(Extracted data entries)
===============

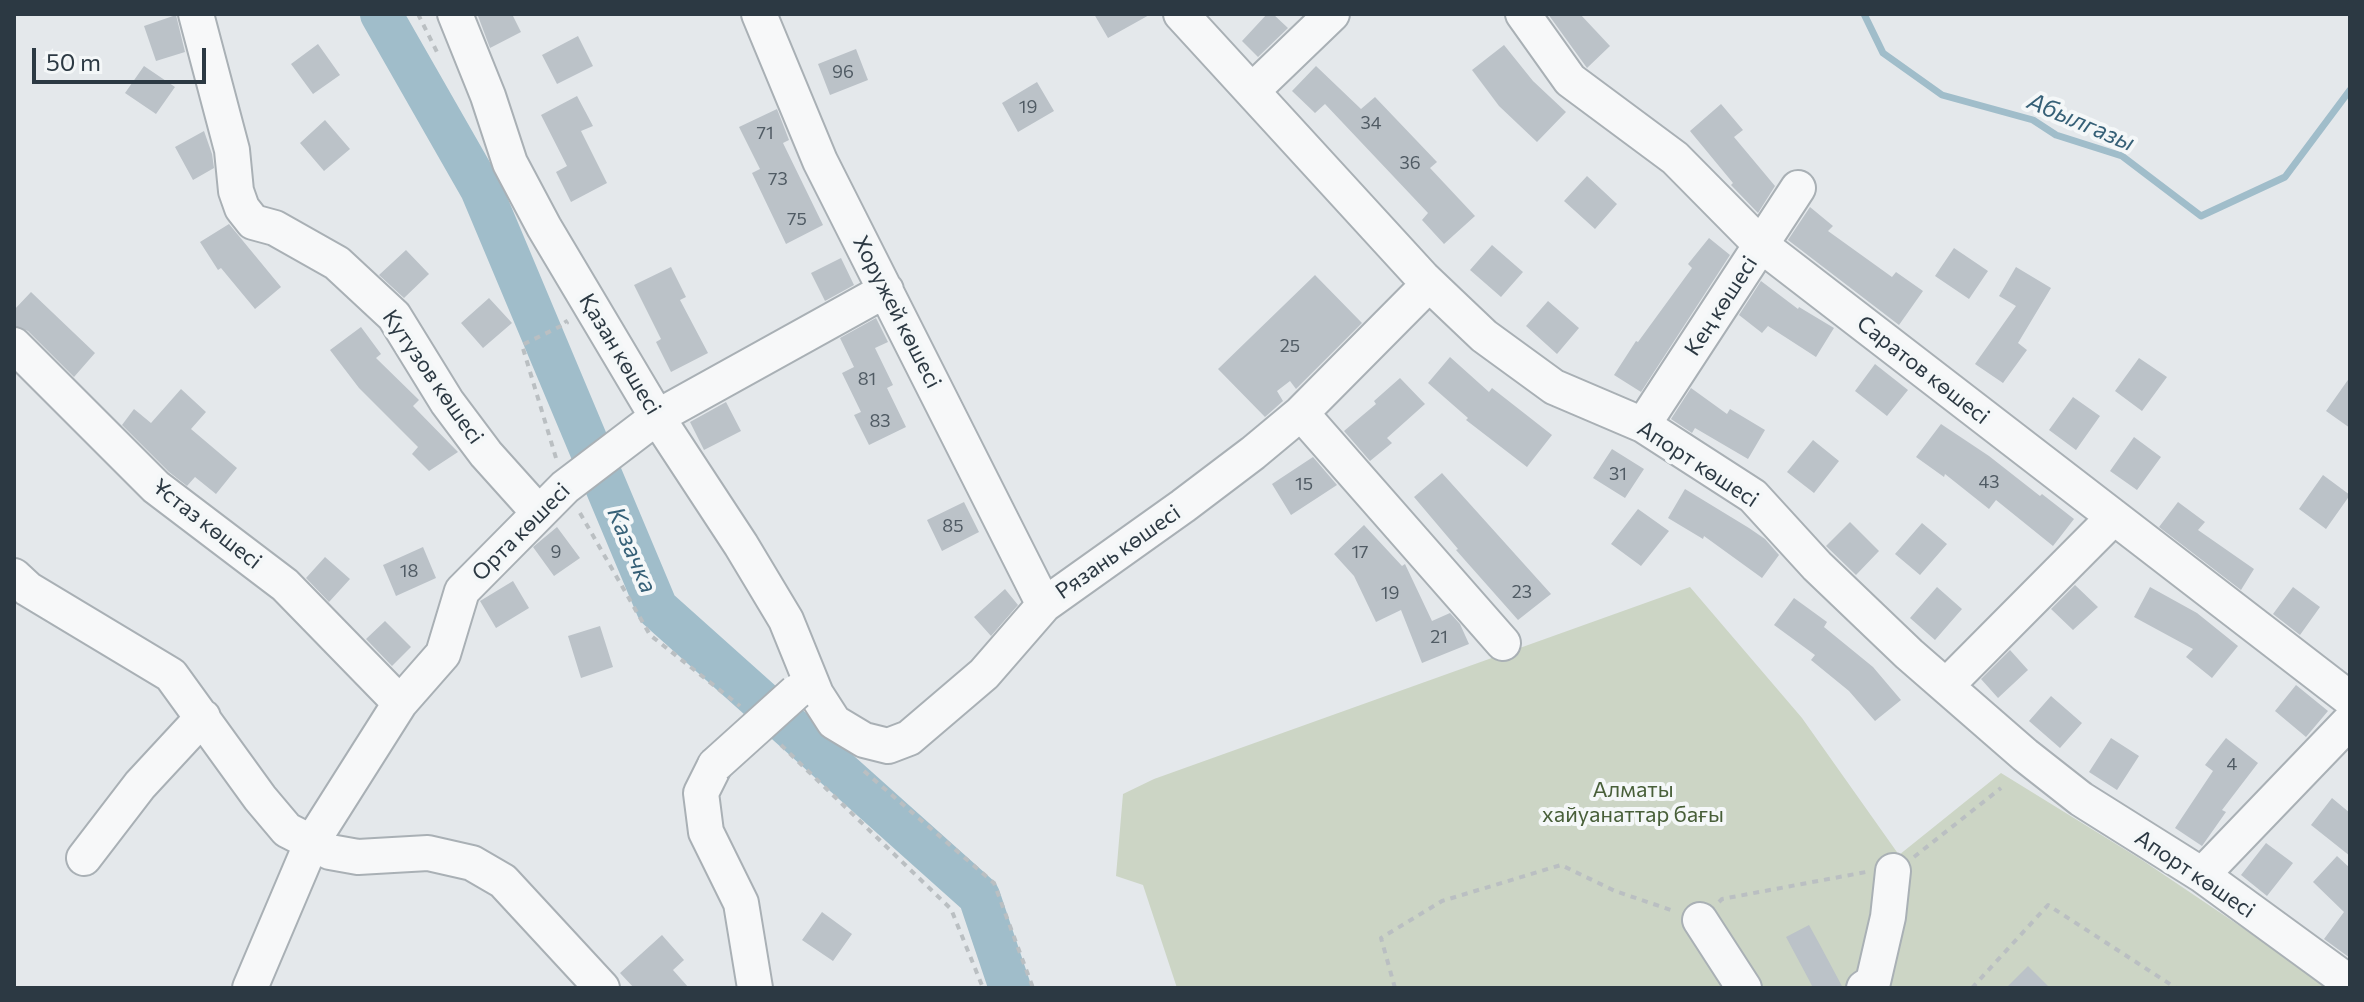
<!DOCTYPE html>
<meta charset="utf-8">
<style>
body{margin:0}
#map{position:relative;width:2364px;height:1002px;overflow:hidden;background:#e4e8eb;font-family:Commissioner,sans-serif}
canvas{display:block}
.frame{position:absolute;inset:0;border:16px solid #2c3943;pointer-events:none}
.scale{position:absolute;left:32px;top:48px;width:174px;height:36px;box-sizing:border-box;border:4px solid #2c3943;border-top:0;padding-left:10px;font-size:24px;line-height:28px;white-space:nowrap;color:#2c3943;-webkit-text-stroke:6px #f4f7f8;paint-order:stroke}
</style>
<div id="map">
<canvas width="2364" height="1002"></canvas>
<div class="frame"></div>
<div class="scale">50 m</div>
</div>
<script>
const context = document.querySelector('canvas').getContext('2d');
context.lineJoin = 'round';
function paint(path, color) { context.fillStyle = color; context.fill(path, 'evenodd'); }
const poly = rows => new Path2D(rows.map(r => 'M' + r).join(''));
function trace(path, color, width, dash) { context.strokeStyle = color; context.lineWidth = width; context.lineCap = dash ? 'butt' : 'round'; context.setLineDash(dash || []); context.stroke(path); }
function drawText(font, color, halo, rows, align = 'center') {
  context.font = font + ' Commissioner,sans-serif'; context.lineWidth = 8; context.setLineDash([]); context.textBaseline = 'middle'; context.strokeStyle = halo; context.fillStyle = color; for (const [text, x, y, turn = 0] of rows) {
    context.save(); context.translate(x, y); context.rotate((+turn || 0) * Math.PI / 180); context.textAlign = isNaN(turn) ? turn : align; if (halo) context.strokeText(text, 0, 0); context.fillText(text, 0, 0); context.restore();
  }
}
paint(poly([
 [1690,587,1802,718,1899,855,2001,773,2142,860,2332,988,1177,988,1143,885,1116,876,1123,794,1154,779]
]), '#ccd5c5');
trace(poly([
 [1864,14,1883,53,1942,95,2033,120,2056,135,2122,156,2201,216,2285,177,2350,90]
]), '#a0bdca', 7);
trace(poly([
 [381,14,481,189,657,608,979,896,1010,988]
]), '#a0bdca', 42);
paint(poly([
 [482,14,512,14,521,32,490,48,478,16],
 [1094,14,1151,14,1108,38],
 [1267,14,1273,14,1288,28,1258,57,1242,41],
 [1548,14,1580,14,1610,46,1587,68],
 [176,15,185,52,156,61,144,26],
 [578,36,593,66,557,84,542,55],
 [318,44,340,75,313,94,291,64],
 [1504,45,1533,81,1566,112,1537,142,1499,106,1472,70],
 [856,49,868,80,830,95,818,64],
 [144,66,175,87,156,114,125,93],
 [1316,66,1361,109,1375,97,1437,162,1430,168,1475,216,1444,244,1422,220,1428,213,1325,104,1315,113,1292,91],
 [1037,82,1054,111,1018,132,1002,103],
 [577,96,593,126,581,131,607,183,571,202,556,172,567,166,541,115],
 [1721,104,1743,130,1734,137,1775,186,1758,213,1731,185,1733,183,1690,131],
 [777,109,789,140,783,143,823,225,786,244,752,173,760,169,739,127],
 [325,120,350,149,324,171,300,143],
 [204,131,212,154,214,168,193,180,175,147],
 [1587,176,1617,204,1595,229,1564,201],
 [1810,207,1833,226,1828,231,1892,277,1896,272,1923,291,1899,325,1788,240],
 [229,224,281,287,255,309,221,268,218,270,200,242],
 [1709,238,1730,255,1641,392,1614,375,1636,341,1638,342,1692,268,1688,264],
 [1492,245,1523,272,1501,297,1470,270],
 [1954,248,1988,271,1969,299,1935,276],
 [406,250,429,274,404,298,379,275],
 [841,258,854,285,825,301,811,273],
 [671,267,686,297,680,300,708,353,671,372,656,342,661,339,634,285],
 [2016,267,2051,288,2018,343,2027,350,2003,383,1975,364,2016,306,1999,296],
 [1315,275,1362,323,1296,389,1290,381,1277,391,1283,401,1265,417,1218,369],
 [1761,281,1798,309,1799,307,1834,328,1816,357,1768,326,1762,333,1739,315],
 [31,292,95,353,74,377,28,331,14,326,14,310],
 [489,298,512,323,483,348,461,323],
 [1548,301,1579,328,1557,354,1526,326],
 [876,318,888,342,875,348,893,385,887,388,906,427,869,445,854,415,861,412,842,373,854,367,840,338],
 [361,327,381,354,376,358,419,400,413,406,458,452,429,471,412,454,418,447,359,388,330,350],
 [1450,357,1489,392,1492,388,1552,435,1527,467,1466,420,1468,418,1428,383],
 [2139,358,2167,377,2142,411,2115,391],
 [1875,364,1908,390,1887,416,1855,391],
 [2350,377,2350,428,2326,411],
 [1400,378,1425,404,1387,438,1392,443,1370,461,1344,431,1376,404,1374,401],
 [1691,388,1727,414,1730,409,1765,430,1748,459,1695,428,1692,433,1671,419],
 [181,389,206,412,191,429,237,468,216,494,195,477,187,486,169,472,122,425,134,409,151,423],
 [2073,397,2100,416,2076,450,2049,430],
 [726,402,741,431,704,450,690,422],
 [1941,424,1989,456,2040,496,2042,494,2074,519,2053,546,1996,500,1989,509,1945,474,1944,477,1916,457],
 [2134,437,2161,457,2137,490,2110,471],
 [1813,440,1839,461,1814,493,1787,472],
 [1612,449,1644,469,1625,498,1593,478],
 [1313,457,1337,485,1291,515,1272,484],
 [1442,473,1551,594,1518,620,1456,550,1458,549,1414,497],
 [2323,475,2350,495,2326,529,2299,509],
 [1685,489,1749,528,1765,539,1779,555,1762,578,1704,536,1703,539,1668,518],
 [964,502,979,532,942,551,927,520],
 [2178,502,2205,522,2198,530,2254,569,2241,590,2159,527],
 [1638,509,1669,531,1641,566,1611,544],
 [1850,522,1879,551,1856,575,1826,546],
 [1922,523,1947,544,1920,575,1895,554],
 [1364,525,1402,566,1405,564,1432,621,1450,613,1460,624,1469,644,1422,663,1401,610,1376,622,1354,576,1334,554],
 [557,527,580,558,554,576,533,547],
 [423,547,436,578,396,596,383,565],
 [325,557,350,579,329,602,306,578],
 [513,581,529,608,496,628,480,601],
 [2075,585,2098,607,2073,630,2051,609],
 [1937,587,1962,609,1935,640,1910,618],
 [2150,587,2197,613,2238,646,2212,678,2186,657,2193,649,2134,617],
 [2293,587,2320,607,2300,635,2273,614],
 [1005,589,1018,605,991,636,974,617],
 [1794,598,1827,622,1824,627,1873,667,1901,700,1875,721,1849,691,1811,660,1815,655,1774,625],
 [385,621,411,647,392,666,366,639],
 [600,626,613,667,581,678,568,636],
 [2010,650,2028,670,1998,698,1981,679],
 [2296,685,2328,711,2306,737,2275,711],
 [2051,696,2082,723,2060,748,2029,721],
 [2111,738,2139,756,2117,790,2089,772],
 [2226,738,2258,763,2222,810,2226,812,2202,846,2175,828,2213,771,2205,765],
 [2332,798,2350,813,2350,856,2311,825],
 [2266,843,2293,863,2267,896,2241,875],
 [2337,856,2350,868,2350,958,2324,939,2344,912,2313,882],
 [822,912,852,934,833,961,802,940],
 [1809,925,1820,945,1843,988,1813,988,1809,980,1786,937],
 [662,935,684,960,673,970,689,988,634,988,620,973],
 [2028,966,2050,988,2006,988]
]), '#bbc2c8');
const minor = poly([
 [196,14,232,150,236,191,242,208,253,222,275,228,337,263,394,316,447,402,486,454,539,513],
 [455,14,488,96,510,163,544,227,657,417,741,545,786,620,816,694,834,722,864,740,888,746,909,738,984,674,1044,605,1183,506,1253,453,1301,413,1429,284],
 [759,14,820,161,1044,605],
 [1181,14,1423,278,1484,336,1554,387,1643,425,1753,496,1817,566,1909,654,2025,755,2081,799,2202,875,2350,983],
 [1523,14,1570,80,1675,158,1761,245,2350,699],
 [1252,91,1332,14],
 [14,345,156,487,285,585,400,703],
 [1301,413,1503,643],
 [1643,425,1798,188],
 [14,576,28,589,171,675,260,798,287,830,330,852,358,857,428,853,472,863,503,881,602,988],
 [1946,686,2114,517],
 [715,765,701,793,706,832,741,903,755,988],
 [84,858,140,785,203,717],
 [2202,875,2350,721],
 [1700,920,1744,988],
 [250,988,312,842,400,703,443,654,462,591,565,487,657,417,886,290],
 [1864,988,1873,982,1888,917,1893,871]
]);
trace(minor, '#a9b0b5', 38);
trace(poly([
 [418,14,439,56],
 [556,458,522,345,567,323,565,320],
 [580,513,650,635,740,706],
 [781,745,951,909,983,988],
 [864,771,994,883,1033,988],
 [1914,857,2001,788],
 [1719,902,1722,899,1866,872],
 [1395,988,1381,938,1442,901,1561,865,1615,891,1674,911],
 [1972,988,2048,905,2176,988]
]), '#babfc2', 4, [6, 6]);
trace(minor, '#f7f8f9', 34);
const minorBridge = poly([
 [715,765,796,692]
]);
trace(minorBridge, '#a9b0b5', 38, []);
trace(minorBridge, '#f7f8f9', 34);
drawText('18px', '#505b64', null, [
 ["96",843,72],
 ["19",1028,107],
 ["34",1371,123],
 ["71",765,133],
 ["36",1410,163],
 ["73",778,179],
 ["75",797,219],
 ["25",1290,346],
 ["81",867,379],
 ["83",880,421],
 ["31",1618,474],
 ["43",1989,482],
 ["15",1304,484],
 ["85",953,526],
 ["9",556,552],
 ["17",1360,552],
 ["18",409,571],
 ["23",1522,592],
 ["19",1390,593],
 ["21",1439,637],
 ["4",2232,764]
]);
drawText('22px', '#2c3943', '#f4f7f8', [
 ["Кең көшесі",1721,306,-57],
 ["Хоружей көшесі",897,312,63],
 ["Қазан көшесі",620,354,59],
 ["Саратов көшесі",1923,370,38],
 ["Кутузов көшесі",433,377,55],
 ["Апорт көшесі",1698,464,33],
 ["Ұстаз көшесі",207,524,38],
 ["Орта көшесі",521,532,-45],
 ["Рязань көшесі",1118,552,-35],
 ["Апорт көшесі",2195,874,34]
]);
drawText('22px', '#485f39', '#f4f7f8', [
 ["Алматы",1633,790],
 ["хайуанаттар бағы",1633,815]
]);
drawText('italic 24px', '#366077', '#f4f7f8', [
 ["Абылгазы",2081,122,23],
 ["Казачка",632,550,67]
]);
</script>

===============

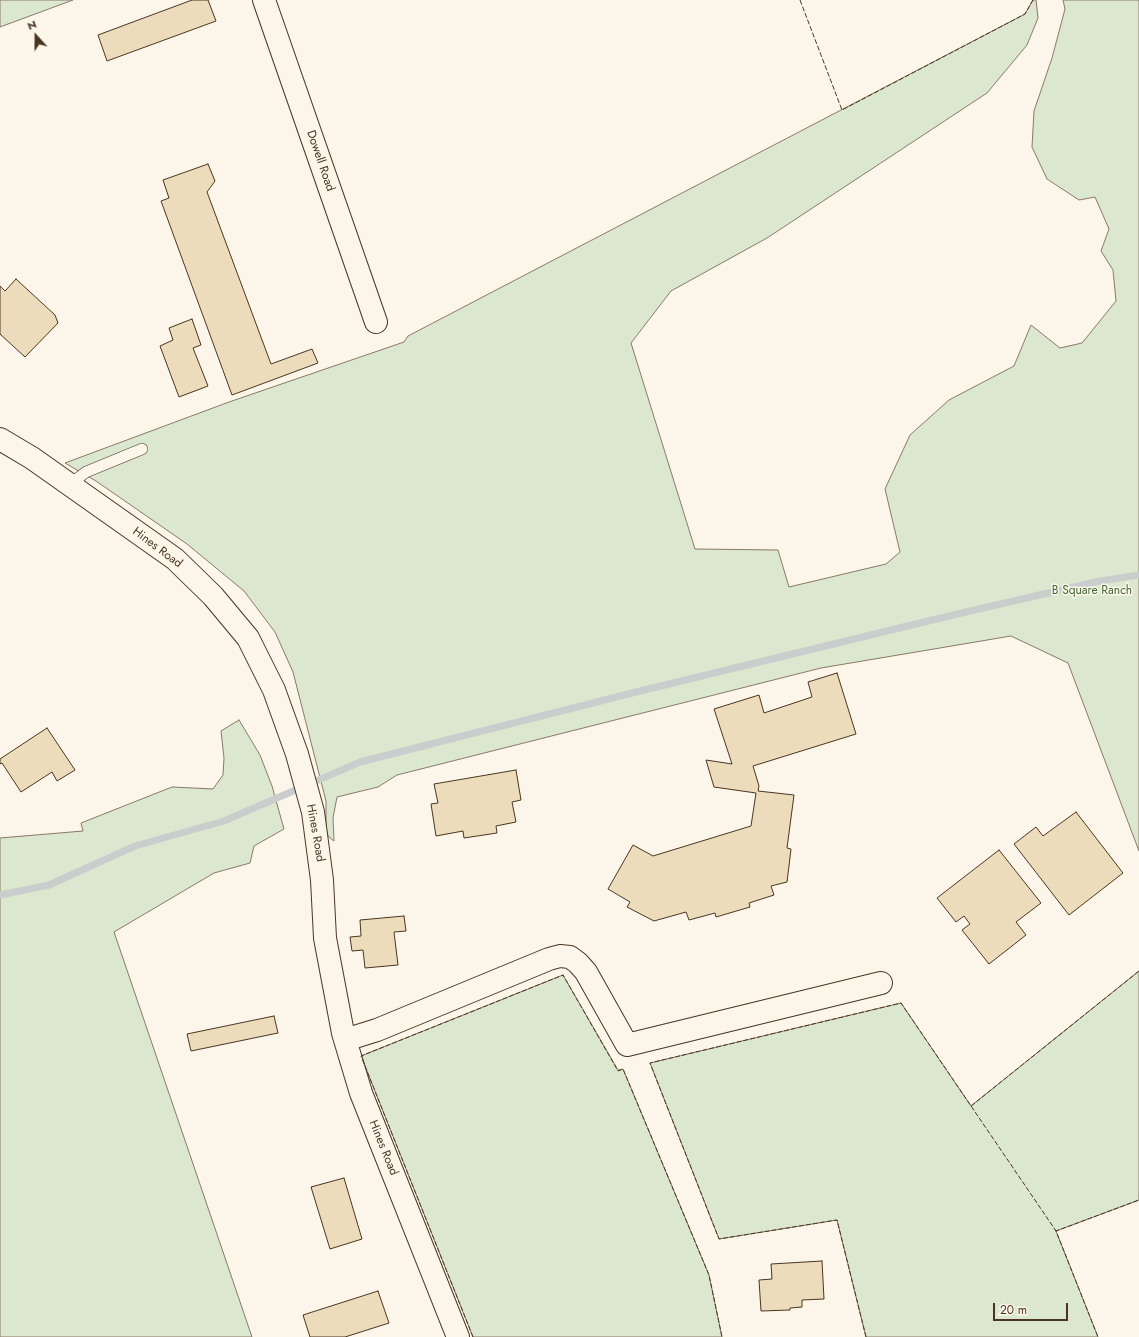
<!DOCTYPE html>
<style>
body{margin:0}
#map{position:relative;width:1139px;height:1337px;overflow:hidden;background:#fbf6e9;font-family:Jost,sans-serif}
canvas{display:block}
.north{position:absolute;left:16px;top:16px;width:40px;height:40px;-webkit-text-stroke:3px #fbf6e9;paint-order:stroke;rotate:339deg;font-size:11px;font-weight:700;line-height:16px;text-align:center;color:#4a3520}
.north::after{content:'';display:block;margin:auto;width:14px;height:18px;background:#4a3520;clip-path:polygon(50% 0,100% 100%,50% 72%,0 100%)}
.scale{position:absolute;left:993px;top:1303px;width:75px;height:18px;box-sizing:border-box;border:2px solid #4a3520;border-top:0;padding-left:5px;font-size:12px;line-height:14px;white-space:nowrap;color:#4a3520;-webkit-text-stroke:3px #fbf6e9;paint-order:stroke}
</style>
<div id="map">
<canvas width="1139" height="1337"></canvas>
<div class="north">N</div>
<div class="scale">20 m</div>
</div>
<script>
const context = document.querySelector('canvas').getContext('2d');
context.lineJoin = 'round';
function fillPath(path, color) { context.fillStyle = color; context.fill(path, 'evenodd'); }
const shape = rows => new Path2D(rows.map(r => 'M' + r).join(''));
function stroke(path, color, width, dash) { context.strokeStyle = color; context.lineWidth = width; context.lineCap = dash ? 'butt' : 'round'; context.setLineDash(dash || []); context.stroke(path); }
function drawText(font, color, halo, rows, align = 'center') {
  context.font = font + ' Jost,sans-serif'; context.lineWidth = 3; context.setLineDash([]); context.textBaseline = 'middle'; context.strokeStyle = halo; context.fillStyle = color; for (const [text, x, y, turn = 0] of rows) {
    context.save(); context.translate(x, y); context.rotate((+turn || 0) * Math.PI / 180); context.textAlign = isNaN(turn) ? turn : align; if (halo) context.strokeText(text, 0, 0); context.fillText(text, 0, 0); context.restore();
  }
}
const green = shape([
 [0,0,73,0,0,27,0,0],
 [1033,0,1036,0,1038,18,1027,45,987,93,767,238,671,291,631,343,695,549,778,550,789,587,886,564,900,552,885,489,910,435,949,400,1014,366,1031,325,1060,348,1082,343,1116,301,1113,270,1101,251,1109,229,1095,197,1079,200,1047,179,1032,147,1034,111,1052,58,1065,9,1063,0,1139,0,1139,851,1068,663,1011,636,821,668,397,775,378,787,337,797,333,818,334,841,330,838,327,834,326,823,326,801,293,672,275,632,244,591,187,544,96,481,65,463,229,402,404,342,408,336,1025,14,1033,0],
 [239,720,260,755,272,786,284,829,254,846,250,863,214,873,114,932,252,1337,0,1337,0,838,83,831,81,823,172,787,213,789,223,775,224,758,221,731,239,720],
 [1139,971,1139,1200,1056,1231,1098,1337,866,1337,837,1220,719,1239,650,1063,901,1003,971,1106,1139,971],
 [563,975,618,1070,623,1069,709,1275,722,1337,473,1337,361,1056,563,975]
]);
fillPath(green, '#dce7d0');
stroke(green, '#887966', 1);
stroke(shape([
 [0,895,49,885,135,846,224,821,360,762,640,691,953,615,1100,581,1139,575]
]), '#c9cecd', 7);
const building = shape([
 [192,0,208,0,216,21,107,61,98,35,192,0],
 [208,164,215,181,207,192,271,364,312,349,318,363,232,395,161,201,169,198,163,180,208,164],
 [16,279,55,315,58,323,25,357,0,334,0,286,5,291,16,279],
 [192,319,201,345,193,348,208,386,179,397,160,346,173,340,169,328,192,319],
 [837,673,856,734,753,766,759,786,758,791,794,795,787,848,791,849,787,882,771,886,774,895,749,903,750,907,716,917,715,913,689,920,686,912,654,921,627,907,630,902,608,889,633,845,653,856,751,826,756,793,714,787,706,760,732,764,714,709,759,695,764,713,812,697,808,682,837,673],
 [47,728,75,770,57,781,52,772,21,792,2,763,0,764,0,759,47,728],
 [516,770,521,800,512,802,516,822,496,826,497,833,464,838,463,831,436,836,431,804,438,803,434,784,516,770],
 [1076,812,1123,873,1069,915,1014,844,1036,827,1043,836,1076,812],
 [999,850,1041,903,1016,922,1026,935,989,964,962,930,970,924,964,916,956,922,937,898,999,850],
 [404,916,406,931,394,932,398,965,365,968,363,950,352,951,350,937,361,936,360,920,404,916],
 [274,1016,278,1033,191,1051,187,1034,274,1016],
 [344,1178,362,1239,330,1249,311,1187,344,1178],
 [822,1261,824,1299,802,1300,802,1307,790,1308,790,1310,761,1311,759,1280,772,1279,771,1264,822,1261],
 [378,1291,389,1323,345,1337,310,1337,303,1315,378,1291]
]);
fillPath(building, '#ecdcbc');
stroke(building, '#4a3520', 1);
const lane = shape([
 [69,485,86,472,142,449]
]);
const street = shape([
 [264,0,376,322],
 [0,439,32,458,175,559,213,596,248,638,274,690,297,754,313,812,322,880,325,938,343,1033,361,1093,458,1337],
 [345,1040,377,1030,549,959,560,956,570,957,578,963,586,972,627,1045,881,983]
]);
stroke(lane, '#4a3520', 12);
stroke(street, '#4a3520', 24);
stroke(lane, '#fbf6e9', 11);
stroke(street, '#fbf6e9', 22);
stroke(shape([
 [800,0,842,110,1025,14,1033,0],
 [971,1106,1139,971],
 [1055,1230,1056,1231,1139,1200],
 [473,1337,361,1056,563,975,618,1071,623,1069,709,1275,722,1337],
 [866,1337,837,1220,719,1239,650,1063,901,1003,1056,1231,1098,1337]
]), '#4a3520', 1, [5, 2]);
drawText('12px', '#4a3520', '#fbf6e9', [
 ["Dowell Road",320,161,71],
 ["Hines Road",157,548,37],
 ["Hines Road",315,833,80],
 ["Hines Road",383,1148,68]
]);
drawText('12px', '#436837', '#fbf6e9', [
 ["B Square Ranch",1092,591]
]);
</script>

===============

Activity: From the data above, copy every line where "rows" appears.

Task answer:
const poly = rows => new Path2D(rows.map(r => 'M' + r).join(''));
function drawText(font, color, halo, rows, align = 'center') {
  context.font = font + ' Commissioner,sans-serif'; context.lineWidth = 8; context.setLineDash([]); context.textBaseline = 'middle'; context.strokeStyle = halo; context.fillStyle = color; for (const [text, x, y, turn = 0] of rows) {
const shape = rows => new Path2D(rows.map(r => 'M' + r).join(''));
function drawText(font, color, halo, rows, align = 'center') {
  context.font = font + ' Jost,sans-serif'; context.lineWidth = 3; context.setLineDash([]); context.textBaseline = 'middle'; context.strokeStyle = halo; context.fillStyle = color; for (const [text, x, y, turn = 0] of rows) {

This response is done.